═════ Input data

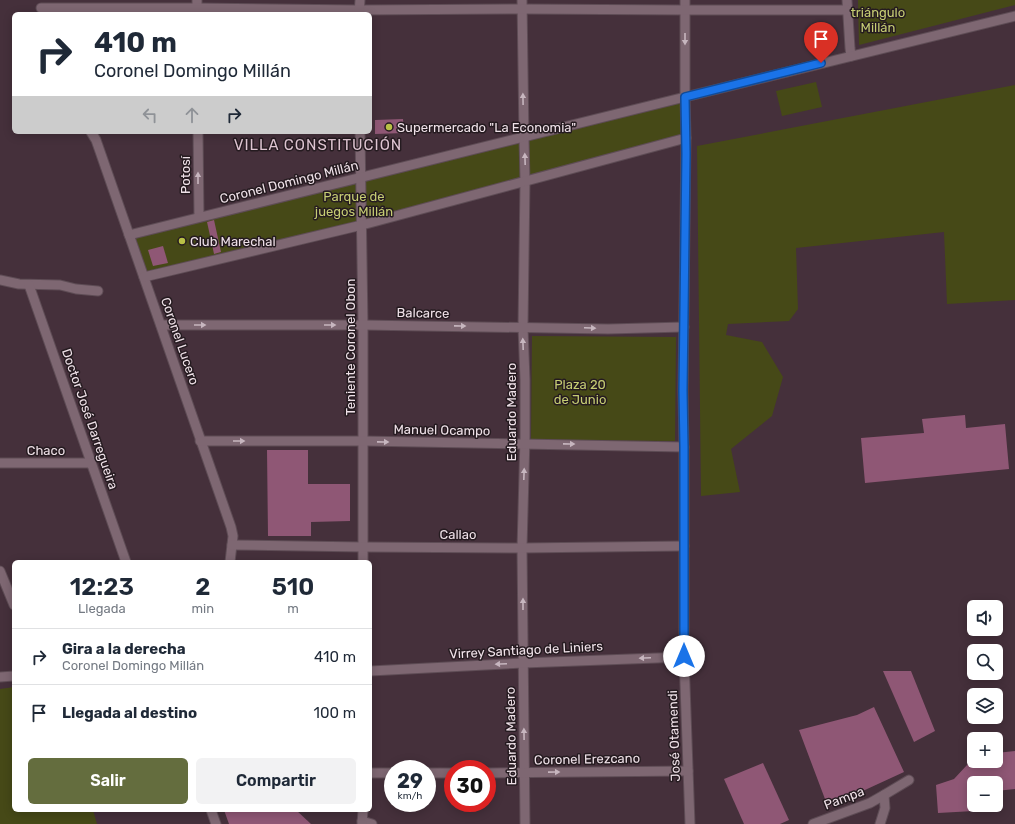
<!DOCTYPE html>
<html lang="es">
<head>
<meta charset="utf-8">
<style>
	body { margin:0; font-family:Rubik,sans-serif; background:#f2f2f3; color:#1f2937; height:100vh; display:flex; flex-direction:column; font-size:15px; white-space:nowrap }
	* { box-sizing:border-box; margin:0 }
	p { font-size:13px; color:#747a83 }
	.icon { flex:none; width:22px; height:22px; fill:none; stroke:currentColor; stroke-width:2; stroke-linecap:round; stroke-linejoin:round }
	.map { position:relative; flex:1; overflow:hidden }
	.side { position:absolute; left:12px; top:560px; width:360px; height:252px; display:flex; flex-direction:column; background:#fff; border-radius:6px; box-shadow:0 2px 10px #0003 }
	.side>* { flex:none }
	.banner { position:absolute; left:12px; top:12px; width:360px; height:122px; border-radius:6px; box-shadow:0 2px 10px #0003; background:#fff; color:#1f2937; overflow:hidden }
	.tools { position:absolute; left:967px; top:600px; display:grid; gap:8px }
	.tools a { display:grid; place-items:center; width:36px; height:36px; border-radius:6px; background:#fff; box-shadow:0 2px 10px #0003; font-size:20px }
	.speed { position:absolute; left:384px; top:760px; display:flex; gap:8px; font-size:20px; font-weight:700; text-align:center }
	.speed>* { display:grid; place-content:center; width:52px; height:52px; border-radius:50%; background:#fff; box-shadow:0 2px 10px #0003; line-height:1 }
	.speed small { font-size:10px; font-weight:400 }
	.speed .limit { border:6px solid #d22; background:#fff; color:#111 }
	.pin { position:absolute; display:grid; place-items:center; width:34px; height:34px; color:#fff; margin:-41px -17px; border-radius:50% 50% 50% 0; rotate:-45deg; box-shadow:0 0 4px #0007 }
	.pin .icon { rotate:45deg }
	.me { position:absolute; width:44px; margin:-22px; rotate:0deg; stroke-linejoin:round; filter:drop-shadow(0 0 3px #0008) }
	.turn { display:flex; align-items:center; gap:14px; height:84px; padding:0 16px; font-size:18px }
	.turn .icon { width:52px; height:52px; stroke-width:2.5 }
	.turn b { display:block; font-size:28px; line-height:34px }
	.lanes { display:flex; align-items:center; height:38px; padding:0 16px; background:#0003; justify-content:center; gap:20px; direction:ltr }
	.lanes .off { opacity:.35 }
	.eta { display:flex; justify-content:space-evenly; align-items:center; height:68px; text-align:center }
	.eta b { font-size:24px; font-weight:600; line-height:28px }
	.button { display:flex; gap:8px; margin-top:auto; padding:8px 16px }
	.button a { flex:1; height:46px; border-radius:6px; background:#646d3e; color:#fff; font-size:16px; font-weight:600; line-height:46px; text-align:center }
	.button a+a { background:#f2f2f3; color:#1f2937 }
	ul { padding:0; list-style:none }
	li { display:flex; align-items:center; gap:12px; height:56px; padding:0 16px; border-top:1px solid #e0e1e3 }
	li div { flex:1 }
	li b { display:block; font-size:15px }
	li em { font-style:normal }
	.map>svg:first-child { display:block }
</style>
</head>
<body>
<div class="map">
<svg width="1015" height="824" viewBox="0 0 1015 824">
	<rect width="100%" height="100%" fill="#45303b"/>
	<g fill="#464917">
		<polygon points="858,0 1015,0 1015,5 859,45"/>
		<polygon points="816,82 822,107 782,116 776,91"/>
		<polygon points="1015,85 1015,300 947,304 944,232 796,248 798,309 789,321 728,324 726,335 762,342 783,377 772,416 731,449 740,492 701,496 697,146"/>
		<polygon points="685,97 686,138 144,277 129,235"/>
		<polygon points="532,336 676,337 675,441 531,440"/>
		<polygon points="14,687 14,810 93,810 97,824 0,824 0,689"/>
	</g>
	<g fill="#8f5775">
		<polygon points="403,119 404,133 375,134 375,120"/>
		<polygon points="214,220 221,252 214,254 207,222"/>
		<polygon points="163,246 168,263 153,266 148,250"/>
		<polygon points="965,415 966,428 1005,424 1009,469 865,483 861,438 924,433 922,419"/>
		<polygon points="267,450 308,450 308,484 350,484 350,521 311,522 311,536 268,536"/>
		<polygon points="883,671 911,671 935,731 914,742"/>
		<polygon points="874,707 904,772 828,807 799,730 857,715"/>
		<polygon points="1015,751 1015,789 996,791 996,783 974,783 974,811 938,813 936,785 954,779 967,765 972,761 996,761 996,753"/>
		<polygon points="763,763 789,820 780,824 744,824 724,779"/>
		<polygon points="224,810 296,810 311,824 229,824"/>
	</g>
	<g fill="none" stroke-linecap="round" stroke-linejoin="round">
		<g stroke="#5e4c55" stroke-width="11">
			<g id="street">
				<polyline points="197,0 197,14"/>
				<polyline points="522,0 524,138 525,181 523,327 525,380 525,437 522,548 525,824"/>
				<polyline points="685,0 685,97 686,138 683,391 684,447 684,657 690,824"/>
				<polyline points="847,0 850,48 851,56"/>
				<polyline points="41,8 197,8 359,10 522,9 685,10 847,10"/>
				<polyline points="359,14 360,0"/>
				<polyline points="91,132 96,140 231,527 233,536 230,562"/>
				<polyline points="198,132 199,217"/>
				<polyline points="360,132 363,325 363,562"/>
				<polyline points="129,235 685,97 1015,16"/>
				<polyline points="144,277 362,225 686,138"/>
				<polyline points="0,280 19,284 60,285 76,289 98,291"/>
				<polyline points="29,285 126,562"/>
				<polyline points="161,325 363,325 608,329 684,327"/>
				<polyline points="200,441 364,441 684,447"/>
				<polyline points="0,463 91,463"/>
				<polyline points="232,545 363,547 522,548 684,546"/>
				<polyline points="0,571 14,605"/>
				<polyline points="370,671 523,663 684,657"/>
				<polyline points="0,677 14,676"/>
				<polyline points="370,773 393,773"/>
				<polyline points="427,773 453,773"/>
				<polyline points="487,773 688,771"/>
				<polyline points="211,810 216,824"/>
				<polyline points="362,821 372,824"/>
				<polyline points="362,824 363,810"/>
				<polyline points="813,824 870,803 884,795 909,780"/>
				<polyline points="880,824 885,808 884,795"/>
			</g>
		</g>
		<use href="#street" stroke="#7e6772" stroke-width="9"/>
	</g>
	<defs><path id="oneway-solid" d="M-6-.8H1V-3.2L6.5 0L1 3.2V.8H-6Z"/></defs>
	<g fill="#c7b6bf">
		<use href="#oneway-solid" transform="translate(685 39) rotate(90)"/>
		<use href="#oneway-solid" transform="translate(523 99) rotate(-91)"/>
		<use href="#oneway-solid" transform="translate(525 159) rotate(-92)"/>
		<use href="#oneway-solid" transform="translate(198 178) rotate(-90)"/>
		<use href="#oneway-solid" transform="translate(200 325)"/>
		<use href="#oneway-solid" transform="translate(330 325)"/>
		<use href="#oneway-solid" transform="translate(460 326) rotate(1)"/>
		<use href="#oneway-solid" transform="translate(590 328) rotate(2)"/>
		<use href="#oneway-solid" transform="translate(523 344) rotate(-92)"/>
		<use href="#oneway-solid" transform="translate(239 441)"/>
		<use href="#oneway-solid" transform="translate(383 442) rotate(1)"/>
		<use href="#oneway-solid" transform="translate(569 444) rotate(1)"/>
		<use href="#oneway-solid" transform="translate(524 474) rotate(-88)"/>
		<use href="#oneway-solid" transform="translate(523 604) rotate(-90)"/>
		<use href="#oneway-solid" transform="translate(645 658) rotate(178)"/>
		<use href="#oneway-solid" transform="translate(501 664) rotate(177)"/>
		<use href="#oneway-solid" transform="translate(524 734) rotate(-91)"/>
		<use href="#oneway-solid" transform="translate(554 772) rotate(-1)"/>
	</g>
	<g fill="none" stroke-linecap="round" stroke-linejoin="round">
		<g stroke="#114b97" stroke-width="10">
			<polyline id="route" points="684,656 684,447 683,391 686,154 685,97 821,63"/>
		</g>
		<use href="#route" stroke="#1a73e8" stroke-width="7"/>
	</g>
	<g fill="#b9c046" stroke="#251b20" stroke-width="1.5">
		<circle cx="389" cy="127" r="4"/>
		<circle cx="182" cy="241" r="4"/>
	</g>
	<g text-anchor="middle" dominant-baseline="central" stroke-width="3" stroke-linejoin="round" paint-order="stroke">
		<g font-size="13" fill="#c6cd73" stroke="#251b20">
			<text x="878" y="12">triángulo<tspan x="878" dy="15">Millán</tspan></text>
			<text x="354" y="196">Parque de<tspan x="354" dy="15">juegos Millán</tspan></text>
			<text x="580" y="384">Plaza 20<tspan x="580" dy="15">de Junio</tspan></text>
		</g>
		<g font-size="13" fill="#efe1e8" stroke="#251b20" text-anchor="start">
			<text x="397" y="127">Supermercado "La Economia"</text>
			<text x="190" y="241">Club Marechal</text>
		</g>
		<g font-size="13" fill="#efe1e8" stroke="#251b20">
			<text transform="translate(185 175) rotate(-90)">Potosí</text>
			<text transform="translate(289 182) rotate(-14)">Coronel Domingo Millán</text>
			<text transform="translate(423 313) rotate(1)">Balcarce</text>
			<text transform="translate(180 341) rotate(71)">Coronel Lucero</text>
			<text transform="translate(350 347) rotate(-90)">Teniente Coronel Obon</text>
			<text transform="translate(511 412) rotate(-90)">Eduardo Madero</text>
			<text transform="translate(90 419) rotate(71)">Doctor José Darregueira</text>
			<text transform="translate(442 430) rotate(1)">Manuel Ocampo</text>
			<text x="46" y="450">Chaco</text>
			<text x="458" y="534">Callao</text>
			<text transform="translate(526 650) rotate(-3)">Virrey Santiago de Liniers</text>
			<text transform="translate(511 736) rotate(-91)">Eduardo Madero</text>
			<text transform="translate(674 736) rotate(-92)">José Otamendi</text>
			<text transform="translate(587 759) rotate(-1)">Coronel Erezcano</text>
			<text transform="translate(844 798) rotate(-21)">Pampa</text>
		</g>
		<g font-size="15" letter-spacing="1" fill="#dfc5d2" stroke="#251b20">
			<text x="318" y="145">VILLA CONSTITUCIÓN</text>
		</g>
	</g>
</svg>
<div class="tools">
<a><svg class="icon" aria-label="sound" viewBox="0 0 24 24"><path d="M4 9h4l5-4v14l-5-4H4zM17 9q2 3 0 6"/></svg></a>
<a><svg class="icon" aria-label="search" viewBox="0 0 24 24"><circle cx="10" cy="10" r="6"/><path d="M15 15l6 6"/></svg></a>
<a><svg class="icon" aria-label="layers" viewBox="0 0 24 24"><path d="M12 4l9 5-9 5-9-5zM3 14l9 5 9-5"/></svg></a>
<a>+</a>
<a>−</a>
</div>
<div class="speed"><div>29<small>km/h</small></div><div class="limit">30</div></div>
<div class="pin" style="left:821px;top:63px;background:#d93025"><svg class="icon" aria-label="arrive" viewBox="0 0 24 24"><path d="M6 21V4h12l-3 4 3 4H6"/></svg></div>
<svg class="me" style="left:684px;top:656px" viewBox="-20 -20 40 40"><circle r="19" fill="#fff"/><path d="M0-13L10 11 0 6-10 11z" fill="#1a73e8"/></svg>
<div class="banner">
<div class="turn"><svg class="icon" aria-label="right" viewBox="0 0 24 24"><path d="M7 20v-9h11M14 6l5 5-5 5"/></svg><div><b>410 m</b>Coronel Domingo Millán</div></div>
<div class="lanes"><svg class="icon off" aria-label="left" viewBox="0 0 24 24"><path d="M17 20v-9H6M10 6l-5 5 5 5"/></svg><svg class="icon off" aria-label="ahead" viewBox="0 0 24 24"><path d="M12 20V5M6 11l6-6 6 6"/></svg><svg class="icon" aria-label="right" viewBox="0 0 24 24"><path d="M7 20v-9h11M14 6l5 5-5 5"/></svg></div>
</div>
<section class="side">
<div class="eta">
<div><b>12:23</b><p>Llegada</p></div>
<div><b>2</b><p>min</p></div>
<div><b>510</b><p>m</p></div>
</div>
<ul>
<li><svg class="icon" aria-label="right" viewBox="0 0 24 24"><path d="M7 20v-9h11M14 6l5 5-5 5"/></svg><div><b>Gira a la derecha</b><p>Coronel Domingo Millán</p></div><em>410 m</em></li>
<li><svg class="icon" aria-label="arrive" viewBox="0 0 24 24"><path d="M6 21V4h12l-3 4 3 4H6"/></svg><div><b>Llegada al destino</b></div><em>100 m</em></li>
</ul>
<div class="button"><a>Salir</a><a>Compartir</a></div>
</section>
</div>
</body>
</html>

══════════
═════ Input data

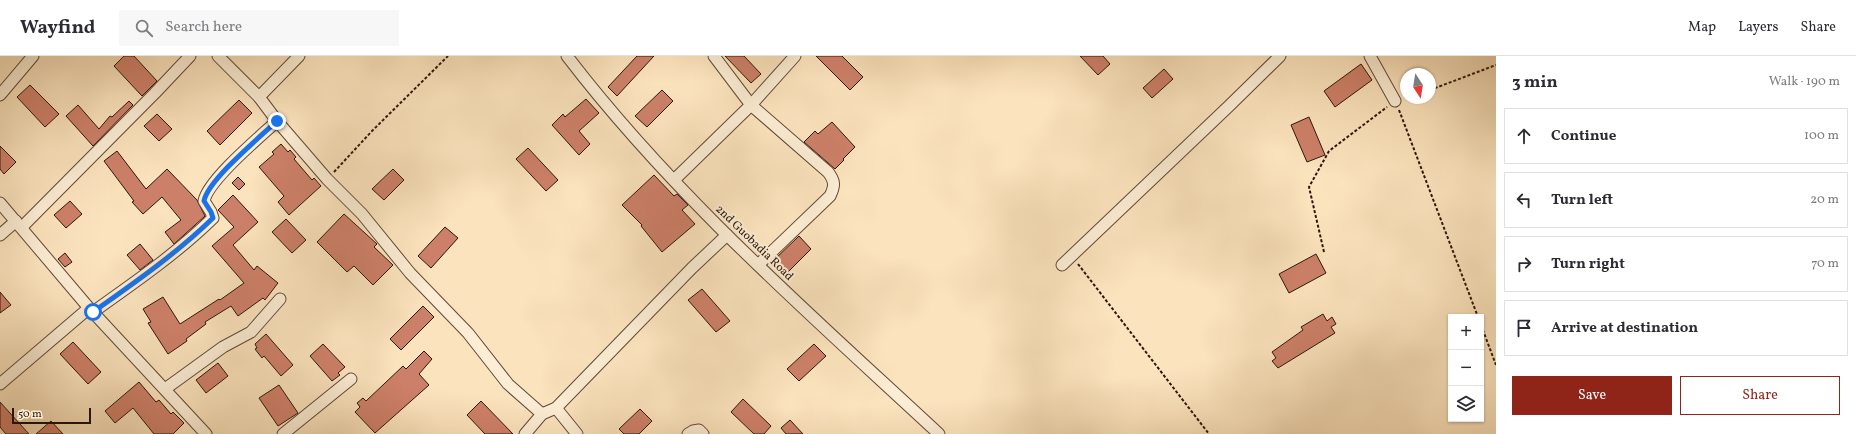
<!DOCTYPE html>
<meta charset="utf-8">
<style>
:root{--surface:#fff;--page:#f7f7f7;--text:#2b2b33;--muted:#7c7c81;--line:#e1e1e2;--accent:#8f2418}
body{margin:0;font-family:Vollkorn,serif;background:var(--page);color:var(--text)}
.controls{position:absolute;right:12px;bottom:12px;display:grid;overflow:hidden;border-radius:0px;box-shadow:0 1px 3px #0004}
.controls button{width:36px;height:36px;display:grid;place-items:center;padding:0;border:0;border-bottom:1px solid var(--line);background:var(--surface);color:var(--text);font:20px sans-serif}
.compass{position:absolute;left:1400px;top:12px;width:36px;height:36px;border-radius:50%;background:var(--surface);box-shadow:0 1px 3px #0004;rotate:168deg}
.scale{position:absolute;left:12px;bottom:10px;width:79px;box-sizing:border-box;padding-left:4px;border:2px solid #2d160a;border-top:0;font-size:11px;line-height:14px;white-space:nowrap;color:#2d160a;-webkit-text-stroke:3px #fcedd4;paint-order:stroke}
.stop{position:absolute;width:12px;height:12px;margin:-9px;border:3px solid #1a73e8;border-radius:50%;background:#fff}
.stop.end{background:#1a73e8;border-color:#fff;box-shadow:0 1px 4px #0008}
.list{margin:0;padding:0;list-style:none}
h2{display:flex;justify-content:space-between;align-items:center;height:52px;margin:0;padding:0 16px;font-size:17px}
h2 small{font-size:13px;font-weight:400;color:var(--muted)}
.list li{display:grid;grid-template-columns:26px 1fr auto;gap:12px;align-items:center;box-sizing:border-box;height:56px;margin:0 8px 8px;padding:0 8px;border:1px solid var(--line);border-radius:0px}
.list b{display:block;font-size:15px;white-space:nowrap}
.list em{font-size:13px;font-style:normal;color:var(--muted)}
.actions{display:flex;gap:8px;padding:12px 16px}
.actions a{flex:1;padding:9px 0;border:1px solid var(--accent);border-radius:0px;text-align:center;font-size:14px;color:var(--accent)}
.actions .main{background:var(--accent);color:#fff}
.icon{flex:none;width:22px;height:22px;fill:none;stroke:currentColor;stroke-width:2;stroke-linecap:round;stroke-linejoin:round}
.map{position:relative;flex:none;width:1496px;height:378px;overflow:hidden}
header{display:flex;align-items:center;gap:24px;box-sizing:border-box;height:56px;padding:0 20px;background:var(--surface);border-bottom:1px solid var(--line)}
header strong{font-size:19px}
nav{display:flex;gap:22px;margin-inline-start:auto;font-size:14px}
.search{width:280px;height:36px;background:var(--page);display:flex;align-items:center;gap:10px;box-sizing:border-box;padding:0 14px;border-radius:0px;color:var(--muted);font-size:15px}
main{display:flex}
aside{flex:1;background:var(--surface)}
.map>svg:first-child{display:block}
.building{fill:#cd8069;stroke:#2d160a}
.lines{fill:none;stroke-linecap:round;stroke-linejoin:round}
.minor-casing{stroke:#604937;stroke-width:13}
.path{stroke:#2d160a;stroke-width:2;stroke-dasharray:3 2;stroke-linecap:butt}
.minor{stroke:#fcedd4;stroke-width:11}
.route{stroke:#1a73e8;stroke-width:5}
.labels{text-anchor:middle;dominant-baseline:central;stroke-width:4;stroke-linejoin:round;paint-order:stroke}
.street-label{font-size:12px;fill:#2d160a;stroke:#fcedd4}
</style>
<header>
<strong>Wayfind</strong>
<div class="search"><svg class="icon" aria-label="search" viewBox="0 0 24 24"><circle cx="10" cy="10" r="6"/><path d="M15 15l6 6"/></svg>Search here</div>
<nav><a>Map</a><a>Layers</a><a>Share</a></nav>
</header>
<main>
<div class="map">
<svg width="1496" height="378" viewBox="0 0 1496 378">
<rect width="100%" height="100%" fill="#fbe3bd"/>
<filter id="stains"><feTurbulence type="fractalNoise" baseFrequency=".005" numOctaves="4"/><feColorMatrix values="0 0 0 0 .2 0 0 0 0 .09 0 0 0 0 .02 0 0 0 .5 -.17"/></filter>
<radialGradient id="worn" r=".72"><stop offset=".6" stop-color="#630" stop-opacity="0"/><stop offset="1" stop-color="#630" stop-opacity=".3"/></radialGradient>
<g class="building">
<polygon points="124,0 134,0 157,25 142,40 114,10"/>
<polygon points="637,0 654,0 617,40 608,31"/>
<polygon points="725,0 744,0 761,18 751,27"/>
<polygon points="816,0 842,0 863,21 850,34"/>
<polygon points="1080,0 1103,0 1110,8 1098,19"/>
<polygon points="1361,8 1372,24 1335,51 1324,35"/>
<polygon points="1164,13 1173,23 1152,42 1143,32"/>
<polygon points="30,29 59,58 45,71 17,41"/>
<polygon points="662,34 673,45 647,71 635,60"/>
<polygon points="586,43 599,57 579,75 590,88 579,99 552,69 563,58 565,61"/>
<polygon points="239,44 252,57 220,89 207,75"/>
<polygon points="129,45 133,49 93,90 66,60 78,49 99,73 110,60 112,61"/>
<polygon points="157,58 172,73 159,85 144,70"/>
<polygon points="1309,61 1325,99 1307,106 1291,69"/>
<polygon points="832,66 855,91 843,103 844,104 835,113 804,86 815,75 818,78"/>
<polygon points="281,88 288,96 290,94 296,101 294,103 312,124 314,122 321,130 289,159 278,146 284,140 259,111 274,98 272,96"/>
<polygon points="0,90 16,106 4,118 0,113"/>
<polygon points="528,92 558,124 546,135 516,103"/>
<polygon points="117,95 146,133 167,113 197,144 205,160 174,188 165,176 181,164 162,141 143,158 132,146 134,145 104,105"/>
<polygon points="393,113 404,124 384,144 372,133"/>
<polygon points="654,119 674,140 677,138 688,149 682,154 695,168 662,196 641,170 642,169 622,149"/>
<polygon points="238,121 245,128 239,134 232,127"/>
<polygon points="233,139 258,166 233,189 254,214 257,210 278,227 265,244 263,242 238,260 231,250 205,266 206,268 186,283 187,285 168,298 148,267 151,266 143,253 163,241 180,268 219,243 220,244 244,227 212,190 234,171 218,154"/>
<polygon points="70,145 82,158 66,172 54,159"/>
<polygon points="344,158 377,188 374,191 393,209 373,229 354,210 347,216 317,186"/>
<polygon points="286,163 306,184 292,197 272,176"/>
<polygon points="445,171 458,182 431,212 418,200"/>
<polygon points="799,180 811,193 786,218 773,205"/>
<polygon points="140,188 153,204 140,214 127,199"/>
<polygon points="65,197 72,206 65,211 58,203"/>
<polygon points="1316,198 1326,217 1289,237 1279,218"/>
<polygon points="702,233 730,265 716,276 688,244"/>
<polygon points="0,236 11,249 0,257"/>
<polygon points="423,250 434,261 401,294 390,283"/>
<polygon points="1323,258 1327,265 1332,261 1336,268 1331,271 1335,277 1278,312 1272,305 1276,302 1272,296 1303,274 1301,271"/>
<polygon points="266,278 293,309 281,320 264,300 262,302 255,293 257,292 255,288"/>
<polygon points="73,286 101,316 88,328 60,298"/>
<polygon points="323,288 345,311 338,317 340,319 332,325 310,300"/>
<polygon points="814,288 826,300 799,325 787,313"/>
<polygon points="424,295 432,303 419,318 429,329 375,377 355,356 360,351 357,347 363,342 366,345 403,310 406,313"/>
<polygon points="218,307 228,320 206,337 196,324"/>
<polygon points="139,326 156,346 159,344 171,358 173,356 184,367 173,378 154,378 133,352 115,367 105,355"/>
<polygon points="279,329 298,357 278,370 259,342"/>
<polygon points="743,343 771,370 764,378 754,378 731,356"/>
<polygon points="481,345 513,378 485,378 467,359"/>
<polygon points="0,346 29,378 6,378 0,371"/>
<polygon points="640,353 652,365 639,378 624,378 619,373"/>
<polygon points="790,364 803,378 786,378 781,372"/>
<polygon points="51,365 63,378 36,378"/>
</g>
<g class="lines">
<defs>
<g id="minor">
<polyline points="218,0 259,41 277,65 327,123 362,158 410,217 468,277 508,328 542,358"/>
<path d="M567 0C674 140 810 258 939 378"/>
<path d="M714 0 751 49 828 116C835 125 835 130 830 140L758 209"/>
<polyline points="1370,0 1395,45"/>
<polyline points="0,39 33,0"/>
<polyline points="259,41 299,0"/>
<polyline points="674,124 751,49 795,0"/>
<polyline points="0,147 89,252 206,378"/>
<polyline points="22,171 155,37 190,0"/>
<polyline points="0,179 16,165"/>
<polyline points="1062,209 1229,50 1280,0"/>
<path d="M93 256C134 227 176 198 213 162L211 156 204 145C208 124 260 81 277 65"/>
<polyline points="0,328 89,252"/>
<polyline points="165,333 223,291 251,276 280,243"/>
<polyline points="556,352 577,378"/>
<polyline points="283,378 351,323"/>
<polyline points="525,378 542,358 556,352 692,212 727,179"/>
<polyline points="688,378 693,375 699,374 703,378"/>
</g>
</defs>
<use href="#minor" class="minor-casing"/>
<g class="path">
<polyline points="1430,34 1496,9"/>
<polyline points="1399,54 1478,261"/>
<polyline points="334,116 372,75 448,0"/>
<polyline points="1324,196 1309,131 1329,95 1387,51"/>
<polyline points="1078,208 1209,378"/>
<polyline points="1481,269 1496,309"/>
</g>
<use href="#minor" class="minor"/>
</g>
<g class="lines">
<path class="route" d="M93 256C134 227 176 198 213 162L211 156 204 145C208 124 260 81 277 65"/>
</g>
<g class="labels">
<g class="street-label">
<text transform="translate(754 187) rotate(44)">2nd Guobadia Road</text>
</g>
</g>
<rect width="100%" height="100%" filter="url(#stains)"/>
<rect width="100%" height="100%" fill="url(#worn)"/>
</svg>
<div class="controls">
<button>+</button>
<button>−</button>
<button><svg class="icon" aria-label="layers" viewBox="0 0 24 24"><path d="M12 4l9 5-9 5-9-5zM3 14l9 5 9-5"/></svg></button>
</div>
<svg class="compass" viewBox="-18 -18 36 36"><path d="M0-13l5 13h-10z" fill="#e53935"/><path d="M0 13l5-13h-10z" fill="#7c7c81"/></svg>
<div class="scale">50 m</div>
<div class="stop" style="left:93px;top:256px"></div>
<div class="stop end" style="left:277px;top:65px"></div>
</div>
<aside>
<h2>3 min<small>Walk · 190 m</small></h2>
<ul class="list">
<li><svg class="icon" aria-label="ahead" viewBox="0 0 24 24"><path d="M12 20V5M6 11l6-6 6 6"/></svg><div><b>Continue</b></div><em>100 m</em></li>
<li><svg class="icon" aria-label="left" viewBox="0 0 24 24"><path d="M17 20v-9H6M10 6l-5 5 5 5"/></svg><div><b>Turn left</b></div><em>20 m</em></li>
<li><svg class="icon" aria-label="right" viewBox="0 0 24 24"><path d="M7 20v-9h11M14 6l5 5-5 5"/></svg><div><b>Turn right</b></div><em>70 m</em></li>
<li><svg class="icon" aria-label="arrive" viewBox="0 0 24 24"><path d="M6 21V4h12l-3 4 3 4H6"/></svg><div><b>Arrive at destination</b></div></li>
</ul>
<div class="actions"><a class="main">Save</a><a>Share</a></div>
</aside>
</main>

══════════

All that is wanted is an exact copy of the lines above from the one with "position:absolute; left:967px; top:600px;" through the one with "position:absolute; left:384px; top:760px;", with both ends included.

	.tools { position:absolute; left:967px; top:600px; display:grid; gap:8px }
	.tools a { display:grid; place-items:center; width:36px; height:36px; border-radius:6px; background:#fff; box-shadow:0 2px 10px #0003; font-size:20px }
	.speed { position:absolute; left:384px; top:760px; display:flex; gap:8px; font-size:20px; font-weight:700; text-align:center }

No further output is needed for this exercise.